The stretch wanted below opens at the line containing "index tip: (1295, 706)" and closes at the line containing "ring dip: (295, 213)". Please return it exactly, with no other lines.

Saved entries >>
--*--

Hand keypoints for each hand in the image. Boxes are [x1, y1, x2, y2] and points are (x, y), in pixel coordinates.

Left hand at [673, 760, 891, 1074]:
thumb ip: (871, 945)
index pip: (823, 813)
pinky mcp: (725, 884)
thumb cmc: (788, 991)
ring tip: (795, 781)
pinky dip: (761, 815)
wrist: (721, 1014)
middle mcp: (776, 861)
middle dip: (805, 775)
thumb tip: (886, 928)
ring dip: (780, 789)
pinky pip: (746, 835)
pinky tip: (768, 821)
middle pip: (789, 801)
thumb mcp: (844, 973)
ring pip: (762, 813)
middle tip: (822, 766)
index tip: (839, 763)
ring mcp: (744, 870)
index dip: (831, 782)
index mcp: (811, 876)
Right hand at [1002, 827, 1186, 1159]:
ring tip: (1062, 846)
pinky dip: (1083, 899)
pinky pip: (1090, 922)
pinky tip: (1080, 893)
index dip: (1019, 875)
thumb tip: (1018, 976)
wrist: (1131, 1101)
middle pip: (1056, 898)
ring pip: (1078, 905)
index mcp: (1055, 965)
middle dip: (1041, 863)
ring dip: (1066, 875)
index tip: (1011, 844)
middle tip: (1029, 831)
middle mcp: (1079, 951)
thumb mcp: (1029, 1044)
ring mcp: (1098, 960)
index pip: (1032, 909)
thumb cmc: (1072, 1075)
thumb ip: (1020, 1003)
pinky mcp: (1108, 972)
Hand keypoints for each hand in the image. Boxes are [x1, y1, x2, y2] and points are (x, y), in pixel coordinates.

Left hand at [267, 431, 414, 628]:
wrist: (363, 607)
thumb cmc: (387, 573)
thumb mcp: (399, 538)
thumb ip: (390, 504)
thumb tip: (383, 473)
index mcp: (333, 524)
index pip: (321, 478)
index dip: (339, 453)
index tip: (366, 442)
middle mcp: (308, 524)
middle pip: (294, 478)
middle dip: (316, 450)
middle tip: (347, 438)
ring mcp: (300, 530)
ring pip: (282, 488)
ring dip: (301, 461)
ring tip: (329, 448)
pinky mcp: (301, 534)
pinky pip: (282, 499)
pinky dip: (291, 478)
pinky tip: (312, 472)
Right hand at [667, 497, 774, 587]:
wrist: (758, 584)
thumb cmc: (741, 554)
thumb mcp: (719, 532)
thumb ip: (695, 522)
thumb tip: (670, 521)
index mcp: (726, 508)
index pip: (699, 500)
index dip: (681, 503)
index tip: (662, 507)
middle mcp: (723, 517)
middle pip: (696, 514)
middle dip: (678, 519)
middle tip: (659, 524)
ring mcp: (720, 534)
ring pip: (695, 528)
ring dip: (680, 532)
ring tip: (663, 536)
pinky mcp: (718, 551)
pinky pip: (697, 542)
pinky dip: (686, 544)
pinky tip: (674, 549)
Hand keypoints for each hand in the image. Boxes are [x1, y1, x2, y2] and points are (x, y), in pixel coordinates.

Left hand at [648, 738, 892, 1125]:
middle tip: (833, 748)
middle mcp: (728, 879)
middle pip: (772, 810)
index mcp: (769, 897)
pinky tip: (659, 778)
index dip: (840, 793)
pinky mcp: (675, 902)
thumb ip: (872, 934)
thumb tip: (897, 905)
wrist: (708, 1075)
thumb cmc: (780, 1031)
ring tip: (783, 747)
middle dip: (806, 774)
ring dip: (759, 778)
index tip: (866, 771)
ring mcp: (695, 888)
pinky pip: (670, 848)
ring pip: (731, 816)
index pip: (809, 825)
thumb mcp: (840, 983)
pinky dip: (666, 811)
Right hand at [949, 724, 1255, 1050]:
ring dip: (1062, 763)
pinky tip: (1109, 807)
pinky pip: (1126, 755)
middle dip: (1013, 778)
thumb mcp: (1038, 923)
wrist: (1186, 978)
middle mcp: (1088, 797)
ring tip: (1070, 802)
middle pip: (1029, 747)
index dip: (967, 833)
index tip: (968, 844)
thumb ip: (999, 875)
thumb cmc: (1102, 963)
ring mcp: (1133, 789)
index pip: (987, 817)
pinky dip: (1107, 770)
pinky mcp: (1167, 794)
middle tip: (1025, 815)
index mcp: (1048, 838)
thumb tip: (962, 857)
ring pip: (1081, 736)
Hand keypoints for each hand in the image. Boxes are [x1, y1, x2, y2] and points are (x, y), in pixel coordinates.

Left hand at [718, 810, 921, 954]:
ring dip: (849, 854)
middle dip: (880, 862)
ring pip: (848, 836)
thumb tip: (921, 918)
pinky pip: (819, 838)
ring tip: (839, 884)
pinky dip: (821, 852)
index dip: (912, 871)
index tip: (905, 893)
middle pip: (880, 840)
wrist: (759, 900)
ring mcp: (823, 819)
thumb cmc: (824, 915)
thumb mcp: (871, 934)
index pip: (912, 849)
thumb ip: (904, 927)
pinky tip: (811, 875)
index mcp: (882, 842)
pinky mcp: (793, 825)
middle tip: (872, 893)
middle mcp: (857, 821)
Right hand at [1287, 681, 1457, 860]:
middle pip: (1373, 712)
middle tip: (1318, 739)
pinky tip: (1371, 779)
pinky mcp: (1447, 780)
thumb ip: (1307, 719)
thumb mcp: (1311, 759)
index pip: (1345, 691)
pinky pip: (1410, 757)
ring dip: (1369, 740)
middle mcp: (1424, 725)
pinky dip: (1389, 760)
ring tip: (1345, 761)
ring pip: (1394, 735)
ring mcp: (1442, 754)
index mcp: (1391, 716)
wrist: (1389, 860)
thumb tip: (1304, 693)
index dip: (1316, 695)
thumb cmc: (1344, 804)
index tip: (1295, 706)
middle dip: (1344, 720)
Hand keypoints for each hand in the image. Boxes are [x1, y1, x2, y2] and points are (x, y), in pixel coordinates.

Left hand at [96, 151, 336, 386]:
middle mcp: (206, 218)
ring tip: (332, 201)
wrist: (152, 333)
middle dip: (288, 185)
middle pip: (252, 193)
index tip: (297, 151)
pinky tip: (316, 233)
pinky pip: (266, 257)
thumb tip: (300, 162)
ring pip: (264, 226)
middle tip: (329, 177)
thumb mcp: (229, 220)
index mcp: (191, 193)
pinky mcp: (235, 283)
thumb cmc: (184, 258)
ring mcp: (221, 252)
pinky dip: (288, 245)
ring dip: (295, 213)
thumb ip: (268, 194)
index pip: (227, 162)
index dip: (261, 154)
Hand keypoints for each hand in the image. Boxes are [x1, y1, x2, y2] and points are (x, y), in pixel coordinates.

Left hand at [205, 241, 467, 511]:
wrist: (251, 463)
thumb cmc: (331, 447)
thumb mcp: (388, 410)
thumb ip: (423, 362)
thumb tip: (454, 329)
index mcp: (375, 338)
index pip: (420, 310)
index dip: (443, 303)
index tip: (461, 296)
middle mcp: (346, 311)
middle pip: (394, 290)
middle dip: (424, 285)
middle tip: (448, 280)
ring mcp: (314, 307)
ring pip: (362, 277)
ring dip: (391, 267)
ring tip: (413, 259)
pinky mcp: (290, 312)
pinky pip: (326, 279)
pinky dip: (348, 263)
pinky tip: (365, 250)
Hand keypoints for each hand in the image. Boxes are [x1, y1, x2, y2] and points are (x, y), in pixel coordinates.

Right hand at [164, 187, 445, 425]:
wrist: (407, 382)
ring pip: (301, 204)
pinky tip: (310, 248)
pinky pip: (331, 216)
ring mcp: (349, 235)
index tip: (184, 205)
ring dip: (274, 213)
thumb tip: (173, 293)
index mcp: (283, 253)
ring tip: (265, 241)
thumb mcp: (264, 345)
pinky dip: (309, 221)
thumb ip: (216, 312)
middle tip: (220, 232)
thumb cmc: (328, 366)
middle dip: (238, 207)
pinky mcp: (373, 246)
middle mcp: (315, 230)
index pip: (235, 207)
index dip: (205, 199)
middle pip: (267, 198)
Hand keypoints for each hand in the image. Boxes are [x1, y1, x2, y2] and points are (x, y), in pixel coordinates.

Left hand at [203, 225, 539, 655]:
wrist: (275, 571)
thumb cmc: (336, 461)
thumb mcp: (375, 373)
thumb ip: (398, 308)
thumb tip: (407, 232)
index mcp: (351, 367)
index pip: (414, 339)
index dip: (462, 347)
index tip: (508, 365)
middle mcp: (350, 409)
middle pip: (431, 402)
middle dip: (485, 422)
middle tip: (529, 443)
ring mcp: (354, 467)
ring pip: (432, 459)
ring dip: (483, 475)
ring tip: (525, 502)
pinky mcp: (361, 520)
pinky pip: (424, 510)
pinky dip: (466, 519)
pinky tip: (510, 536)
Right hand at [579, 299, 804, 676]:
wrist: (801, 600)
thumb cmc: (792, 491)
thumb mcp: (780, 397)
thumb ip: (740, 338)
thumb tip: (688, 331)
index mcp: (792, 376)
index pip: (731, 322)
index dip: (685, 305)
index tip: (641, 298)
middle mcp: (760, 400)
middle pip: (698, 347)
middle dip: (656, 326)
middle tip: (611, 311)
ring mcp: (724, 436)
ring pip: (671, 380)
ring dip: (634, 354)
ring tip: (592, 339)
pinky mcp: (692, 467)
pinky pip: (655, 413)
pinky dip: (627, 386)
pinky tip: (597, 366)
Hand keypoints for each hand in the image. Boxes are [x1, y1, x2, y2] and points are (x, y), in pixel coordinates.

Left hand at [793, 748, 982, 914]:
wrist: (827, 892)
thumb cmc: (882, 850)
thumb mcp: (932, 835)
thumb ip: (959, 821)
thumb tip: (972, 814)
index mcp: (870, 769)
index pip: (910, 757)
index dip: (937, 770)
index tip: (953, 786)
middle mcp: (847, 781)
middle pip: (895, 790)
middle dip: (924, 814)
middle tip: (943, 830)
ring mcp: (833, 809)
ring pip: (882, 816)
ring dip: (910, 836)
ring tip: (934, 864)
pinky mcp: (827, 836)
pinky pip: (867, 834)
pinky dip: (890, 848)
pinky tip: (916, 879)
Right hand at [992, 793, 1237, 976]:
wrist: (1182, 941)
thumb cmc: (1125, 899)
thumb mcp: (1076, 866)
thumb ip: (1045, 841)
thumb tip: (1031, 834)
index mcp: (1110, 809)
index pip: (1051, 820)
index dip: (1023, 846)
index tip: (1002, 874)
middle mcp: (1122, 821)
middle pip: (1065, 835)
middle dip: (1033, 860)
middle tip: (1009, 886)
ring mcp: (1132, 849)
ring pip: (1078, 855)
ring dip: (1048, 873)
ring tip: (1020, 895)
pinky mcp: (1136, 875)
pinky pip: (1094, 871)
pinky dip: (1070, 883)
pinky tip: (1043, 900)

--*--

Result >>
index tip: (1295, 706)
middle dip: (1344, 720)
Hand keypoints for each hand in the image. Boxes are [x1, y1, x2, y2] and points are (x, y), in pixel coordinates.

Left hand at [96, 151, 336, 386]:
middle mcp: (206, 218)
ring tip: (332, 201)
wrist: (152, 333)
middle dip: (288, 185)
middle pip: (252, 193)
index tip: (297, 151)
pinky tip: (316, 233)
pinky pip: (266, 257)
thumb tip: (300, 162)
ring pip: (264, 226)
middle tip: (329, 177)
thumb mcp: (229, 220)
index mcp: (191, 193)
pinky mcp: (235, 283)
thumb cmc: (184, 258)
ring mcp: (221, 252)
pinky dip: (288, 245)
ring dip: (295, 213)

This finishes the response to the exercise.